Now is a key moment. It warrants the strongest medical, scientific,
and political global effort.
BACKGROUND
World
Health Organisation:
Key
facts
Vaccines
used during the smallpox eradication programme also provided
protection against monkeypox. Newer vaccines have been developed of
which one has been approved for prevention of monkeypox
Monkeypox
is caused by monkeypox virus, a member of the Orthopoxvirus genus in
the family Poxviridae.
Monkeypox
is usually a self-limited disease with the symptoms lasting from 2
to 4 weeks. Severe cases can occur. In recent times, the case
fatality ratio has been around 3–6%.
Monkeypox
is transmitted to humans through close contact with an infected
person or animal, or with material contaminated with the virus.
Monkeypox
virus is transmitted from one person to another by close contact
with lesions, body fluids, respiratory droplets and contaminated
materials such as bedding.
Monkeypox
is a viral zoonotic disease that occurs primarily in tropical
rainforest areas of central and west Africa and is occasionally
exported to other regions.
An
antiviral agent developed for the treatment of smallpox has also
been licensed for the treatment of monkeypox.
The
clinical presentation of monkeypox resembles that of smallpox, a
related orthopoxvirus infection which was declared eradicated
worldwide in 1980. Monkeypox is less contagious than smallpox and
causes less severe illness.
Monkeypox
typically presents clinically with fever, rash and swollen lymph
nodes and may lead to a range of medical complications….
Outbreaks
Human
monkeypox was first identified in humans in 1970 in the Democratic
Republic of the Congo in a 9-month-old boy in a region where smallpox
had been eliminated in 1968. Since then, most cases have been
reported from rural, rainforest regions of the Congo Basin,
particularly in the Democratic Republic of the Congo and human cases
have increasingly been reported from across central and west Africa.
Since
1970, human cases of monkeypox have been reported in 11 African
countries: Benin, Cameroon, the Central African Republic, the
Democratic Republic of the Congo, Gabon, Cote d’Ivoire, Liberia,
Nigeria, the Republic of the Congo, Sierra Leone and South Sudan. The
true burden of monkeypox is not known. For example, in 1996–97, an
outbreak was reported in the Democratic Republic of the Congo with a
lower case fatality ratio and a higher attack rate than usual. A
concurrent outbreak of chickenpox (caused by the varicella virus,
which is not an orthopoxvirus) and monkeypox was found, which could
explain real or apparent changes in transmission dynamics in this
case. Since 2017, Nigeria has experienced a large outbreak, with over
500 suspected cases and over 200 confirmed cases and a case fatality
ratio of approximately 3%. Cases continue to be reported until today.
Monkeypox
is a disease of global public health importance as it not only
affects countries in west and central Africa, but the rest of the
world. In 2003, the first monkeypox outbreak outside of Africa was in
the United States of America and was linked to contact with infected
pet prairie dogs. These pets had been housed with Gambian pouched
rats and dormice that had been imported into the country from Ghana.

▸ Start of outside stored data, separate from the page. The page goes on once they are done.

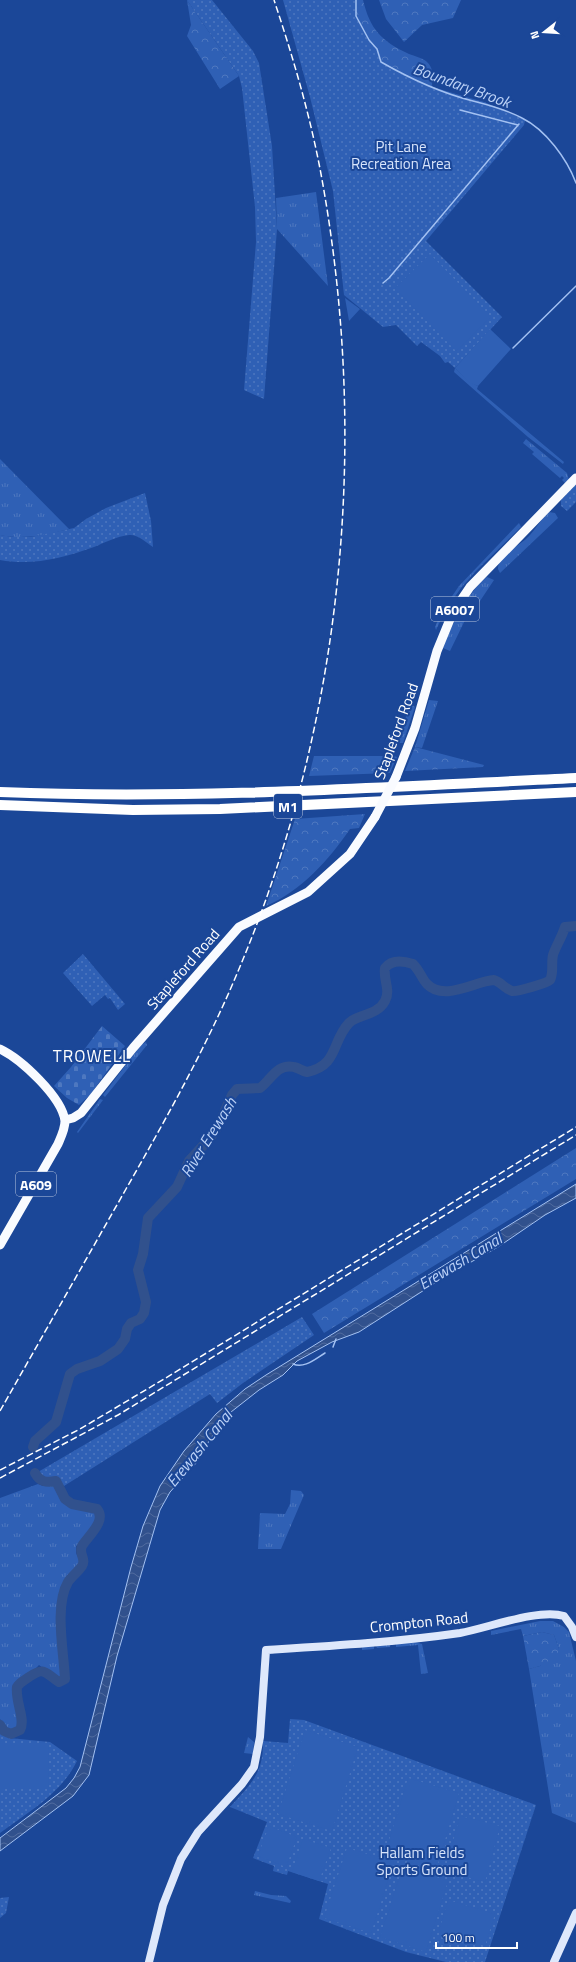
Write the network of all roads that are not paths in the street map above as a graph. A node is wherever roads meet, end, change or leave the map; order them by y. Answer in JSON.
{"nodes":[{"id":1,"x":576,"y":478,"type":"edge"},
{"id":2,"x":576,"y":778,"type":"edge"},
{"id":3,"x":0,"y":792,"type":"edge"},
{"id":4,"x":576,"y":792,"type":"edge"},
{"id":5,"x":0,"y":805,"type":"edge"},
{"id":6,"x":0,"y":1049,"type":"edge"},
{"id":7,"x":65,"y":1120,"type":"junction"},
{"id":8,"x":0,"y":1246,"type":"edge"},
{"id":9,"x":576,"y":1637,"type":"edge"},
{"id":10,"x":576,"y":1913,"type":"edge"},
{"id":11,"x":149,"y":1962,"type":"edge"},
{"id":12,"x":554,"y":1962,"type":"edge"}],
"edges":[{"from":1,"to":7,"type":"main road","name":"Stapleford Road","number":"A6007","bridge":true},
{"from":2,"to":3,"type":"highway","number":"M1"},
{"from":4,"to":5,"type":"highway","number":"M1"},
{"from":6,"to":7,"type":"main road"},
{"from":7,"to":8,"type":"main road","number":"A609"},
{"from":9,"to":11,"type":"street","name":"Crompton Road"},
{"from":10,"to":12,"type":"street"}]}
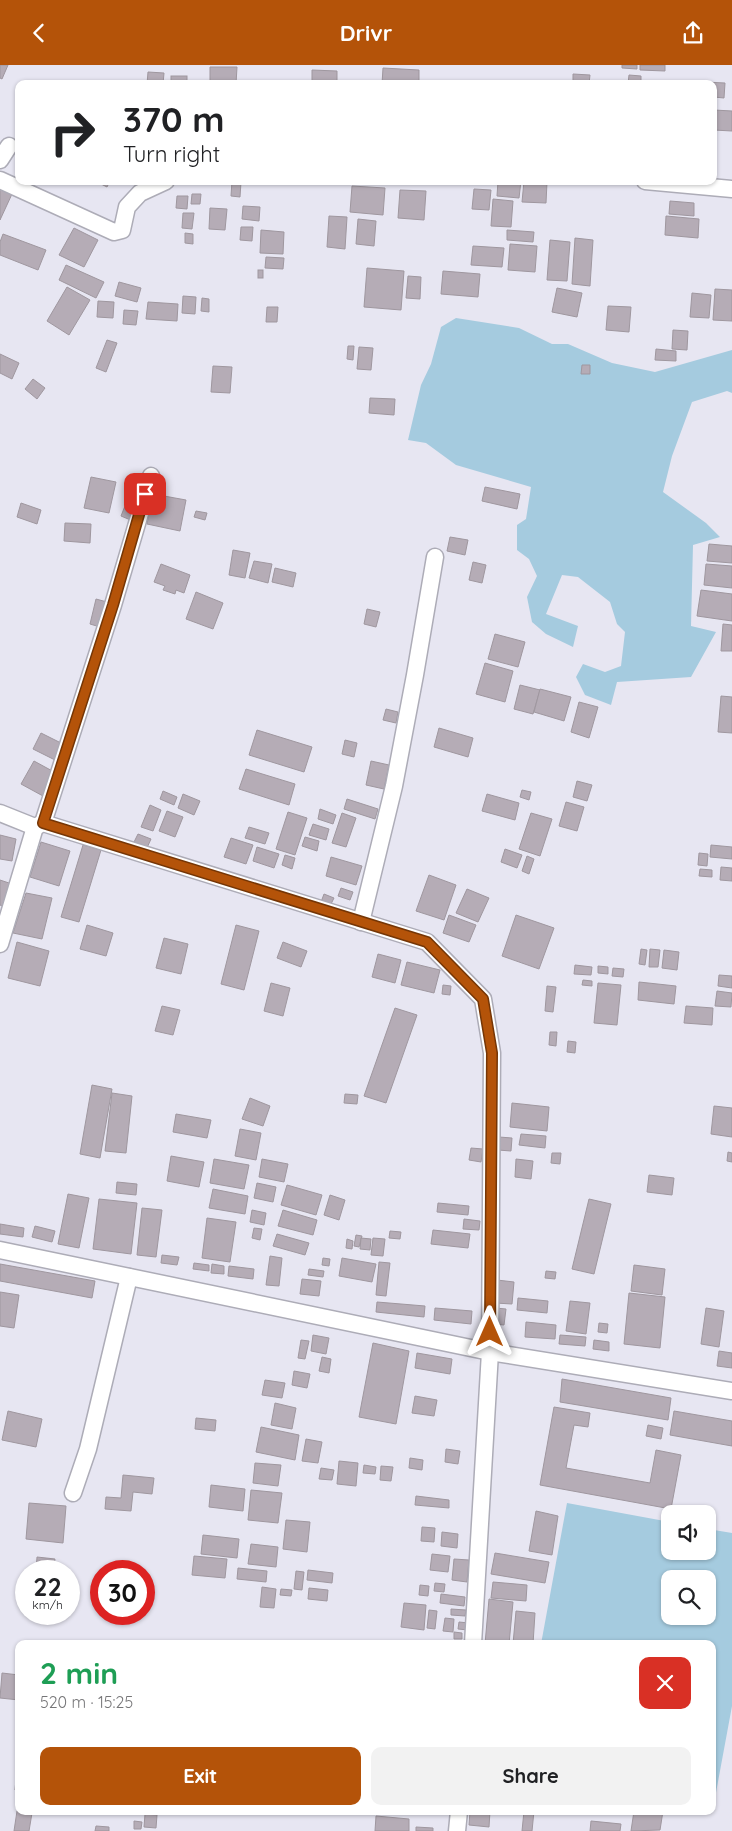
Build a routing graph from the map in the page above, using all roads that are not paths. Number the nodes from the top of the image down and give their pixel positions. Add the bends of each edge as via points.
1 (9, 146) dead end
2 (0, 160) edge
3 (0, 180) edge
4 (157, 185) edge
5 (688, 185) edge
6 (732, 189) edge
7 (151, 476) dead end
8 (435, 557) dead end
9 (0, 813) edge
10 (39, 825) junction
11 (361, 922) junction
12 (0, 944) edge
13 (0, 1251) edge
14 (128, 1277) junction
15 (490, 1352) junction
16 (732, 1391) edge
17 (72, 1493) dead end
18 (473, 1640) edge
19 (459, 1815) edge
20 (457, 1831) edge

1 - 2 street
3 - 4 street via 114,232 122,230 127,207 140,193
5 - 6 street
7 - 10 street via 113,605
8 - 11 street via 394,786
9 - 10 street
10 - 11 street
10 - 12 street
11 - 15 street via 427,942 483,999 492,1053
13 - 14 street
14 - 15 street
14 - 17 street via 88,1449
15 - 16 street
15 - 18 street
19 - 20 street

This outbreak led to over 70 cases of monkeypox in the U.S. Monkeypox
has also been reported in travelers from Nigeria to Israel in
September 2018, to the United Kingdom in September 2018, December
2019, May 2021 and May 2022, to Singapore in May 2019, and to the
United States of America in July and November 2021. In May 2022,
multiple cases of monkeypox were identified in several non-endemic
countries. Studies are currently underway to further understand the
epidemiology, sources of infection, and transmission patterns.